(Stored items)
Content starts
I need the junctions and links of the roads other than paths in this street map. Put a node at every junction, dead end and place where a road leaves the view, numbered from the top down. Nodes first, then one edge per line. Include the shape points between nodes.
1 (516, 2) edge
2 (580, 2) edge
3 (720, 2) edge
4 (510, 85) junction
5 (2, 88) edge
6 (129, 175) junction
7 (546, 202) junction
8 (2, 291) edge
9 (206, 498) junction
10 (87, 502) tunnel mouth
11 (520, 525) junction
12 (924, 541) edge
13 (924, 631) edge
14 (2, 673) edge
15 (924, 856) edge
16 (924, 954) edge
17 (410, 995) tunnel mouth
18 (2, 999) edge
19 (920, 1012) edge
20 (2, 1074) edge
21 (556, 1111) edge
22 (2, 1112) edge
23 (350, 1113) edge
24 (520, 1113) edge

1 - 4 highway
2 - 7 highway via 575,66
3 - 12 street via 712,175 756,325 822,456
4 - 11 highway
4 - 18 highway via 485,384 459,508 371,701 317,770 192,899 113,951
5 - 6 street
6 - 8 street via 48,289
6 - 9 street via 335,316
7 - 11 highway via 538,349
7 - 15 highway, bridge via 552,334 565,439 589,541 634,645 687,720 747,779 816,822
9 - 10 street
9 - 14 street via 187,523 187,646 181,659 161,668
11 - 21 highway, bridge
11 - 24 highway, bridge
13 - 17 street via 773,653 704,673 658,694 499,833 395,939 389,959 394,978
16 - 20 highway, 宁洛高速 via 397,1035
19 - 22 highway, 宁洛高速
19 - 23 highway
Content ends
▸ **TASK INSTRUCTIONS**
Repeat the data word for word. Leave nothing out.

▸ **TASK SOLUTION**
I need the junctions and links of the roads other than paths in this street map. Put a node at every junction, dead end and place where a road leaves the view, numbered from the top down. Nodes first, then one edge per line. Include the shape points between nodes.
1 (516, 2) edge
2 (580, 2) edge
3 (720, 2) edge
4 (510, 85) junction
5 (2, 88) edge
6 (129, 175) junction
7 (546, 202) junction
8 (2, 291) edge
9 (206, 498) junction
10 (87, 502) tunnel mouth
11 (520, 525) junction
12 (924, 541) edge
13 (924, 631) edge
14 (2, 673) edge
15 (924, 856) edge
16 (924, 954) edge
17 (410, 995) tunnel mouth
18 (2, 999) edge
19 (920, 1012) edge
20 (2, 1074) edge
21 (556, 1111) edge
22 (2, 1112) edge
23 (350, 1113) edge
24 (520, 1113) edge

1 - 4 highway
2 - 7 highway via 575,66
3 - 12 street via 712,175 756,325 822,456
4 - 11 highway
4 - 18 highway via 485,384 459,508 371,701 317,770 192,899 113,951
5 - 6 street
6 - 8 street via 48,289
6 - 9 street via 335,316
7 - 11 highway via 538,349
7 - 15 highway, bridge via 552,334 565,439 589,541 634,645 687,720 747,779 816,822
9 - 10 street
9 - 14 street via 187,523 187,646 181,659 161,668
11 - 21 highway, bridge
11 - 24 highway, bridge
13 - 17 street via 773,653 704,673 658,694 499,833 395,939 389,959 394,978
16 - 20 highway, 宁洛高速 via 397,1035
19 - 22 highway, 宁洛高速
19 - 23 highway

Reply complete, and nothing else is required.